> **Task brief**: Going through the data below, copy out each line where the word "Comunal" shows up.

------ Entries supplied ------

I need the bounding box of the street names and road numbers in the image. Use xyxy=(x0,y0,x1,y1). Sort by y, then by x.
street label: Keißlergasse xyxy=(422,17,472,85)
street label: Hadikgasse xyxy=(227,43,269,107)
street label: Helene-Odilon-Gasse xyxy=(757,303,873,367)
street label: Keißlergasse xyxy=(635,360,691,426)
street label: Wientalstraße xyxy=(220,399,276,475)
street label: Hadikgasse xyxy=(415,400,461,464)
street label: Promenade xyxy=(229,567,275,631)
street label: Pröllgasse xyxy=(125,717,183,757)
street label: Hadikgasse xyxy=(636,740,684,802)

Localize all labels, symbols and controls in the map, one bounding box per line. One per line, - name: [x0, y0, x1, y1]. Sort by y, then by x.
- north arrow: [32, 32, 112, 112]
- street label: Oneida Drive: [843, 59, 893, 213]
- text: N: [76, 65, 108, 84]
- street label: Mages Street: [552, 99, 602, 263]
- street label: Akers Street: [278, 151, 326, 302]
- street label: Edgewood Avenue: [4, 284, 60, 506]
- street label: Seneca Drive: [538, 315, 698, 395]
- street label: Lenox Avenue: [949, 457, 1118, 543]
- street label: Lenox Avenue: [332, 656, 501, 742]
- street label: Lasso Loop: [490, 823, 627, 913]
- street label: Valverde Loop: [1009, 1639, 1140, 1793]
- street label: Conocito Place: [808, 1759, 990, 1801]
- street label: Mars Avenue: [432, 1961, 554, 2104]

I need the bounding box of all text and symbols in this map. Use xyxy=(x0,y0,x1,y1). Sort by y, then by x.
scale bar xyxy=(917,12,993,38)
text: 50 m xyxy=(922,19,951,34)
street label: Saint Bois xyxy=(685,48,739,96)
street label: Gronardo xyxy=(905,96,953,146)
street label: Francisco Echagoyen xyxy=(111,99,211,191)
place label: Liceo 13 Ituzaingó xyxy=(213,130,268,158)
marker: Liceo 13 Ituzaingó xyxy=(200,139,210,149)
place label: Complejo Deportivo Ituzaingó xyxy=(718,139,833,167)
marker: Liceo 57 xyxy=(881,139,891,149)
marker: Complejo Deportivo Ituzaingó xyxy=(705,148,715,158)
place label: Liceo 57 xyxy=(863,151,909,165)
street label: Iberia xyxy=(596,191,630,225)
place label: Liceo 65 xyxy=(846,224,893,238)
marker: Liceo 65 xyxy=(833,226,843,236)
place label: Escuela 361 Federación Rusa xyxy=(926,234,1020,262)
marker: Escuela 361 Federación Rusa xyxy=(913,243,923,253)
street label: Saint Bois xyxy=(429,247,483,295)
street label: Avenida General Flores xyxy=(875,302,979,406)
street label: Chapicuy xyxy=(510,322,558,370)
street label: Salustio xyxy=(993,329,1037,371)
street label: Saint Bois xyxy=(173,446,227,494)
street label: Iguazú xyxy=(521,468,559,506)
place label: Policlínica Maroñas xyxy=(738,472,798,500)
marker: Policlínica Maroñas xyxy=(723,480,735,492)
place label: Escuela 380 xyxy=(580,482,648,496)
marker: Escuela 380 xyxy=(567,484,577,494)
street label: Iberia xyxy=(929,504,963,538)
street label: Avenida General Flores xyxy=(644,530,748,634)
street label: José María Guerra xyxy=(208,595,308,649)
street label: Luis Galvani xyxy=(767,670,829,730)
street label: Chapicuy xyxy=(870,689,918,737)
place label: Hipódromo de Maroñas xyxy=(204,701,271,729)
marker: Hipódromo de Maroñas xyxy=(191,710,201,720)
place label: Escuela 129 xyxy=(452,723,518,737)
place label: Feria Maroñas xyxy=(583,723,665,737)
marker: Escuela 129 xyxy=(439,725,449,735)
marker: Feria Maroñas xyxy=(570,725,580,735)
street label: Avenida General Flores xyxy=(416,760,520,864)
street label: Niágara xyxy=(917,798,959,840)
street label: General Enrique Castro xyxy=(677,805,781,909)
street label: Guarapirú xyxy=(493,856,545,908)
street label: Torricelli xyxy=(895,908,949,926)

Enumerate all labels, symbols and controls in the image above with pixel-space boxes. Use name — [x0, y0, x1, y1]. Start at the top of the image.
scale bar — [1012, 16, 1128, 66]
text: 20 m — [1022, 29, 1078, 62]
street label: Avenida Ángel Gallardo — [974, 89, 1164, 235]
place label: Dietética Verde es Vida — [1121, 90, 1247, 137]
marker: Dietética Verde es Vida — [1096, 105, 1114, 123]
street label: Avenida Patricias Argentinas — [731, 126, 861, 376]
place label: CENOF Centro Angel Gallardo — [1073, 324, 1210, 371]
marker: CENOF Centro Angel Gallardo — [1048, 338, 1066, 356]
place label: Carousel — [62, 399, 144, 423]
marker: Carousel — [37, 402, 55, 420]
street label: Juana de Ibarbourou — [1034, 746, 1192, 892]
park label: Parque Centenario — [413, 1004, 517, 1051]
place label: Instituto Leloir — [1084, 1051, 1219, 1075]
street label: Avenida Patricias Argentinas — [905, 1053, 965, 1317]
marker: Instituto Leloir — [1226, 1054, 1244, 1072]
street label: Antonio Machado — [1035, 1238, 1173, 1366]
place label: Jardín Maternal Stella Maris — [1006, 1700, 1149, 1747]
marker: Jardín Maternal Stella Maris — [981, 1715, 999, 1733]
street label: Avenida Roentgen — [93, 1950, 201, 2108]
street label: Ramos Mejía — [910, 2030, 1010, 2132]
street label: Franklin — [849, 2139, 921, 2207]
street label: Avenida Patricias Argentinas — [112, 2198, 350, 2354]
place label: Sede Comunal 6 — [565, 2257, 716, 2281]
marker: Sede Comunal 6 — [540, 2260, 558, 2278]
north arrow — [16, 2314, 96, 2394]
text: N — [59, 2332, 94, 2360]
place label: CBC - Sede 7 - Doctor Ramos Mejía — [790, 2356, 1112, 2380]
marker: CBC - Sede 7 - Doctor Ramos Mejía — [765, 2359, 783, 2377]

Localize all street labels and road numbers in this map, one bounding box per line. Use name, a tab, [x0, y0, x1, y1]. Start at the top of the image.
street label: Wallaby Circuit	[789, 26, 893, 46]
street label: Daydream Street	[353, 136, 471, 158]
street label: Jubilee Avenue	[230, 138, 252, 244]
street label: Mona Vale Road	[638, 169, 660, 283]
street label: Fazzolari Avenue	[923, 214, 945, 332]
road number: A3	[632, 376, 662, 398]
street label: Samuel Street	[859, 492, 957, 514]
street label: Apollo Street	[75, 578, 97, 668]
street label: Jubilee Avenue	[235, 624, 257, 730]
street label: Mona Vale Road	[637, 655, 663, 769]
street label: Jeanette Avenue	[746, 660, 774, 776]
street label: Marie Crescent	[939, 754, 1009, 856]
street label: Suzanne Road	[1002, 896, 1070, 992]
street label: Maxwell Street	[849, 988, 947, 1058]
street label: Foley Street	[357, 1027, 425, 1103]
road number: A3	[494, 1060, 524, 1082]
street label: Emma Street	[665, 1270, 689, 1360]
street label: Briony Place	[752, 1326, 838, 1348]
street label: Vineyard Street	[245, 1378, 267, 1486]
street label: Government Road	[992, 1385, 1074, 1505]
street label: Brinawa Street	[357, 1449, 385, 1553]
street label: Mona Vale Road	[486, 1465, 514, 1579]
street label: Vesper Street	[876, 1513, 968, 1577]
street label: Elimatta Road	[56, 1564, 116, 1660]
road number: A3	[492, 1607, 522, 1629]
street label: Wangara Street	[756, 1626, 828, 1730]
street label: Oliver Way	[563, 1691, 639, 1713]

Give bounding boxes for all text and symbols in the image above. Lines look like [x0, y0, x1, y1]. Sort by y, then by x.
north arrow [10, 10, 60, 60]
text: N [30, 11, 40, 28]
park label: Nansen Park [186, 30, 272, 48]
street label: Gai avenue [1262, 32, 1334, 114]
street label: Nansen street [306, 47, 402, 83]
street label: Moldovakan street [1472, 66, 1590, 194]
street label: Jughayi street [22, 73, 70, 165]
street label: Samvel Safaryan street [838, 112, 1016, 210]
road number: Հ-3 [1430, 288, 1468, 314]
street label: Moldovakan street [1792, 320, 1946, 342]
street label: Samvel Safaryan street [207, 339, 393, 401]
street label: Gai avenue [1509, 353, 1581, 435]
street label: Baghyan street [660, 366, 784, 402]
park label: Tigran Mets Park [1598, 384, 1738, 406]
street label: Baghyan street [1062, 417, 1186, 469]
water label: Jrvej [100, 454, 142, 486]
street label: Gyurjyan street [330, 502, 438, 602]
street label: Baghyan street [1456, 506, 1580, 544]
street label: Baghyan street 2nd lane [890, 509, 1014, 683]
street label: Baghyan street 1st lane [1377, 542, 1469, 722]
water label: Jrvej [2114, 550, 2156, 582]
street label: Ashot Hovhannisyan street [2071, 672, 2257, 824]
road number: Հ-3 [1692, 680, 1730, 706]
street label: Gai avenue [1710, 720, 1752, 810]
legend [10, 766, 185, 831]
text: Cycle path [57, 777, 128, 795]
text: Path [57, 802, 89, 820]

------

> **Response to this task**:
place label: Sede Comunal 6 — [565, 2257, 716, 2281]
marker: Sede Comunal 6 — [540, 2260, 558, 2278]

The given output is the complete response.